> _INFORMATION PROVIDED_
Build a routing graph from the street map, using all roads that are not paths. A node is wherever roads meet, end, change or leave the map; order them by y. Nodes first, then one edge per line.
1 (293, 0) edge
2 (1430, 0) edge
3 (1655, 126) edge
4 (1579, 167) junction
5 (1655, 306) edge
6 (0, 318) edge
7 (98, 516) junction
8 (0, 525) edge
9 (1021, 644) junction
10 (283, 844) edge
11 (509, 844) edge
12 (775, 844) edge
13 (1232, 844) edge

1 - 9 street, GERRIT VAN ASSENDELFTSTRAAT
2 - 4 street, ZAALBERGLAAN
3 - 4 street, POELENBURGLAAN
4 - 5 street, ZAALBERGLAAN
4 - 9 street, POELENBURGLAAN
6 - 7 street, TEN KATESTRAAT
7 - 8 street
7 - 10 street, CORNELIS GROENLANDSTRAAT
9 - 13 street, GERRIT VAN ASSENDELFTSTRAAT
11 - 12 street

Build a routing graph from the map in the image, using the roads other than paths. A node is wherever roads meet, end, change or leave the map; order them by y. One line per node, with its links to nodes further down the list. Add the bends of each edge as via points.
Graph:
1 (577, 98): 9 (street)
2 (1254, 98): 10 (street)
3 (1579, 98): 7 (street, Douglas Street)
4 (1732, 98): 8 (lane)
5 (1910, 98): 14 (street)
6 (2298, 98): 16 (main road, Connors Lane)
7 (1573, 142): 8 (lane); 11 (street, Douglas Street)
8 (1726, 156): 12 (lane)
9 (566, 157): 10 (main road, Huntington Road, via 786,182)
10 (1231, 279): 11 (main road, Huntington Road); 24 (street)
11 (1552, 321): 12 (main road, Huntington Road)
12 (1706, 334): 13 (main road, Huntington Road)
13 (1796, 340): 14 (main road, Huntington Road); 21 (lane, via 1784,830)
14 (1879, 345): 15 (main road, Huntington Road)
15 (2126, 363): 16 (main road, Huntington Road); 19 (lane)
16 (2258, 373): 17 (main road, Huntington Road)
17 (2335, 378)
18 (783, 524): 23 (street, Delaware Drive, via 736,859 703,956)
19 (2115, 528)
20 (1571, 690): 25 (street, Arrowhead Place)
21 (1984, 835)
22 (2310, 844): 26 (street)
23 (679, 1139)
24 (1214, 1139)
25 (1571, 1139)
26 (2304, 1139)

> _PROBLEM TO SOLVE_
All entries are to be copied exactly as they read.

> _RESPONSE TO THIS EXERCISE_
Build a routing graph from the street map, using all roads that are not paths. A node is wherever roads meet, end, change or leave the map; order them by y. Nodes first, then one edge per line.
1 (293, 0) edge
2 (1430, 0) edge
3 (1655, 126) edge
4 (1579, 167) junction
5 (1655, 306) edge
6 (0, 318) edge
7 (98, 516) junction
8 (0, 525) edge
9 (1021, 644) junction
10 (283, 844) edge
11 (509, 844) edge
12 (775, 844) edge
13 (1232, 844) edge

1 - 9 street, GERRIT VAN ASSENDELFTSTRAAT
2 - 4 street, ZAALBERGLAAN
3 - 4 street, POELENBURGLAAN
4 - 5 street, ZAALBERGLAAN
4 - 9 street, POELENBURGLAAN
6 - 7 street, TEN KATESTRAAT
7 - 8 street
7 - 10 street, CORNELIS GROENLANDSTRAAT
9 - 13 street, GERRIT VAN ASSENDELFTSTRAAT
11 - 12 street

Build a routing graph from the map in the image, using the roads other than paths. A node is wherever roads meet, end, change or leave the map; order them by y. One line per node, with its links to nodes further down the list. Add the bends of each edge as via points.
Graph:
1 (577, 98): 9 (street)
2 (1254, 98): 10 (street)
3 (1579, 98): 7 (street, Douglas Street)
4 (1732, 98): 8 (lane)
5 (1910, 98): 14 (street)
6 (2298, 98): 16 (main road, Connors Lane)
7 (1573, 142): 8 (lane); 11 (street, Douglas Street)
8 (1726, 156): 12 (lane)
9 (566, 157): 10 (main road, Huntington Road, via 786,182)
10 (1231, 279): 11 (main road, Huntington Road); 24 (street)
11 (1552, 321): 12 (main road, Huntington Road)
12 (1706, 334): 13 (main road, Huntington Road)
13 (1796, 340): 14 (main road, Huntington Road); 21 (lane, via 1784,830)
14 (1879, 345): 15 (main road, Huntington Road)
15 (2126, 363): 16 (main road, Huntington Road); 19 (lane)
16 (2258, 373): 17 (main road, Huntington Road)
17 (2335, 378)
18 (783, 524): 23 (street, Delaware Drive, via 736,859 703,956)
19 (2115, 528)
20 (1571, 690): 25 (street, Arrowhead Place)
21 (1984, 835)
22 (2310, 844): 26 (street)
23 (679, 1139)
24 (1214, 1139)
25 (1571, 1139)
26 (2304, 1139)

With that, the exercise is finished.